CONSULTA DE ASSOCIADO II

  • 25/05/2011

Cartório instalados à partir do ano de 2.004 e que tenham no comando Chefes de secretaria não podem ser pleiteados por escrivães em processo de remoção?

 

Em que pese não ser este o procedimento que a Egrégia Corregedoria Geral da Justiça tem adotado até o momento, a Diretoria da AEJES entende que a remoção é possível para todos os Cartórios vagos cujas Varas foram "criadas" por leis sancionadas anteriormente à Lei Estadual que declarou a extinção do cargo de escrivão na vacância, que é de 2.005, e desde que não tenham sido disponibilizados em processos de remoção, sendo, no caso, indiferente se "instalados" antes ou após a referida lei.

 

É o que se deflui da Lei 7.971/05, taxativa em garantir o direito de remoção dos atuais Escrivães Judiciários, ao fazer constar em seu art. 2º, in fine, a expressa disposição de que lhes seria facultado o direito de remoção após a vacância, “[...] por edital anterior ao preenchimento.” da respectiva vaga.

 

Observe-se o texto legal, in verbis: “Art. 2º - Os cargos de Escrivão Judiciário, a partir da vacância, serão extintos, respeitados os direitos dos atuais ocupantes, inclusive o de remoção, facultada por edital anterior ao preenchimento.”

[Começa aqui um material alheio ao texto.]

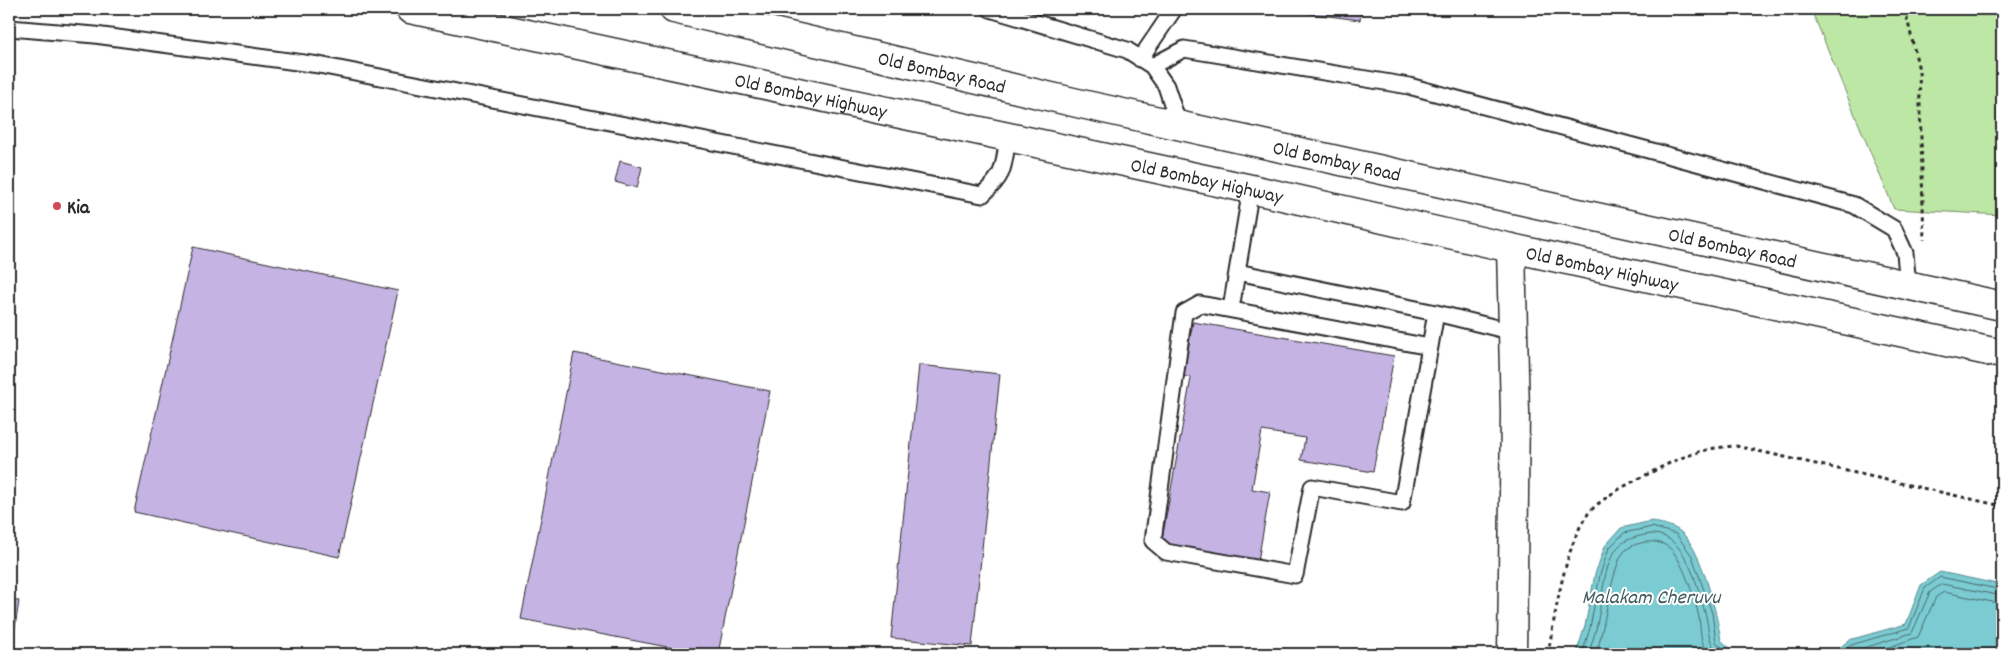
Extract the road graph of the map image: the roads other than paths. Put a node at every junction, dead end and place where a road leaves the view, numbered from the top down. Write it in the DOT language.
graph roads {
  1 [pos="410,9"];
  2 [pos="674,9"];
  3 [pos="990,9"];
  4 [pos="1174,9"];
  5 [pos="9,28"];
  6 [pos="1146,62"];
  7 [pos="1179,125"];
  8 [pos="1008,137"];
  9 [pos="1251,189"];
  10 [pos="1511,248"];
  11 [pos="1237,272"];
  12 [pos="1908,286"];
  13 [pos="2002,306"];
  14 [pos="1231,309"];
  15 [pos="1436,313"];
  16 [pos="1513,332"];
  17 [pos="1430,347"];
  18 [pos="2002,354"];
  19 [pos="1512,654"];
  1 -- 8 [label="main road, Old Bombay Highway"];
  2 -- 7 [label="main road, Old Bombay Road"];
  3 -- 6 [label="lane"];
  4 -- 6 [label="lane"];
  5 -- 8 [label="lane"];
  6 -- 7 [label="lane"];
  6 -- 12 [label="lane"];
  7 -- 12 [label="main road, Old Bombay Road"];
  8 -- 9 [label="main road, Old Bombay Highway"];
  9 -- 10 [label="main road, Old Bombay Highway"];
  9 -- 11 [label="lane"];
  10 -- 16 [label="main road"];
  10 -- 18 [label="main road, Old Bombay Highway"];
  11 -- 14 [label="lane"];
  11 -- 15 [label="lane"];
  12 -- 13 [label="main road, Old Bombay Road"];
  14 -- 17 [label="lane"];
  14 -- 17 [label="lane"];
  15 -- 16 [label="lane"];
  15 -- 17 [label="lane"];
  16 -- 19 [label="main road"];
}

Assim, verificada a vacância de um cargo de Escrivão Judiciário, deve a Egrégia Corregedoria Geral da Justiça abrir o competente processo de remoção entre os atuais ocupantes de cargos de Escrivão para que tenham a faculdade/direito de serem removidos para a referida vaga.

 

Uma vez finalizado o processo de remoção, o cartório que restar sem o seu respectivo Escrivão deverá ser declarado vago.